EA CFO Eric Brown has some interesting predictions for this console generation. Although a typical generation lasts about 5 or 6 years, Brown predicts this current one will last longer with more price cuts coming in the future. The reason for this anomaly? Well, according to Brown, there’s just not much to improve on from a technological standpoint. Both the PlayStation 3 and Xbox 360 can run high definition visuals at a 60 frames per second, and he believes we’ve almost hit a ceiling in the graphics department as far as today’s technology is involved. Plus, even if there was some way to improve there, Brown says the Wii’s success has shown that high-tech does not necessarily correlate with high sales. The growth opportunities that do exist are in digital distribution, a channel that does not require new-fangled hardware to grow and prosper.

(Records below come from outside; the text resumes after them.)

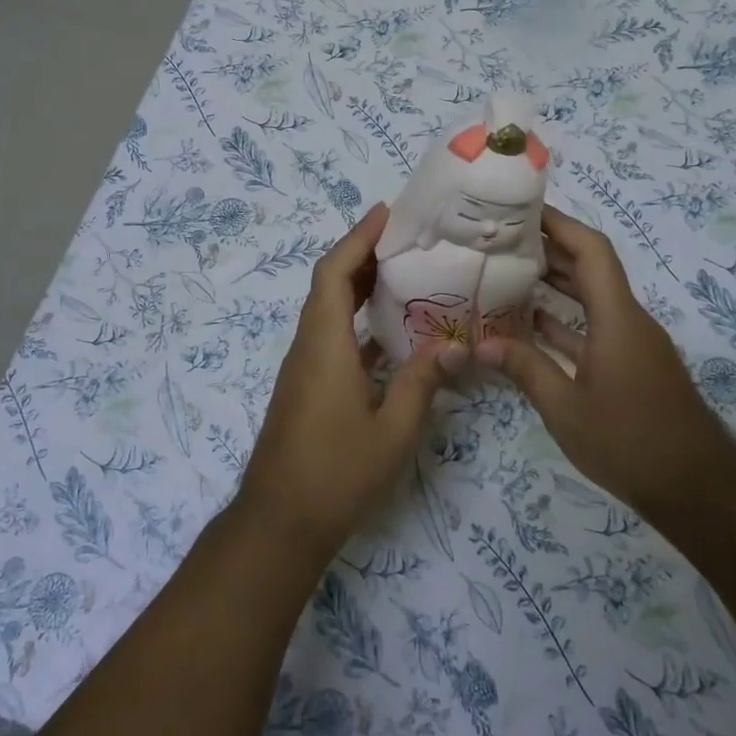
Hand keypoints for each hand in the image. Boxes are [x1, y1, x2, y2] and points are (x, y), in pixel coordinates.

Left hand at [234, 204, 459, 560]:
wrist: (280, 521)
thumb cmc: (337, 473)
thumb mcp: (393, 430)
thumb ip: (423, 383)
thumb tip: (455, 345)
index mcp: (325, 345)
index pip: (334, 273)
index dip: (358, 238)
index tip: (386, 214)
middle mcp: (309, 346)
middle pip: (329, 284)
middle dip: (362, 254)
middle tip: (406, 239)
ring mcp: (304, 368)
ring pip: (328, 310)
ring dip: (358, 286)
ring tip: (404, 274)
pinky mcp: (307, 387)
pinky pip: (331, 336)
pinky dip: (356, 321)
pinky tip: (390, 332)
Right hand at [475, 205, 732, 511]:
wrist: (696, 488)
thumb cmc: (629, 442)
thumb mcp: (566, 409)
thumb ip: (525, 369)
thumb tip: (481, 343)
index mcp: (617, 318)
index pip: (591, 250)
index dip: (559, 223)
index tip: (522, 209)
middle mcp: (628, 320)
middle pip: (590, 267)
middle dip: (550, 247)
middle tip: (502, 237)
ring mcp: (632, 342)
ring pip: (592, 297)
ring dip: (556, 281)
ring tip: (509, 270)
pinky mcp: (632, 364)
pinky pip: (595, 325)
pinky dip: (566, 318)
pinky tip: (532, 322)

As far as price cuts go, Brown used past statistics to demonstrate how consoles sell a majority of units not right after launch, but after one or more price cuts make the products more affordable. For example, the original PlayStation sold just 3% of total units at its $299 launch price while 44% of sales occurred once the price had dropped to $99. The PS2 was more successful at launch, with 21% of sales at $299, but still accomplished a solid 45% of sales when the price dropped below $150.
Those stats help explain how the Xbox 360 gained a 40% sales advantage over the PS3 in the latter half of 2008 after Microsoft dropped its baby’s price down to $199. Interestingly, Nintendo’s Wii has kept its MSRP — previously the lowest among its competitors — at $250. Of course, when you rule the market the way Nintendo has since 2006, you don’t really need to drop your price just because the competition does.
As this generation continues into year 4, look for units sales to jump as all three competitors lower their prices in order to compete in today’s struggling economy.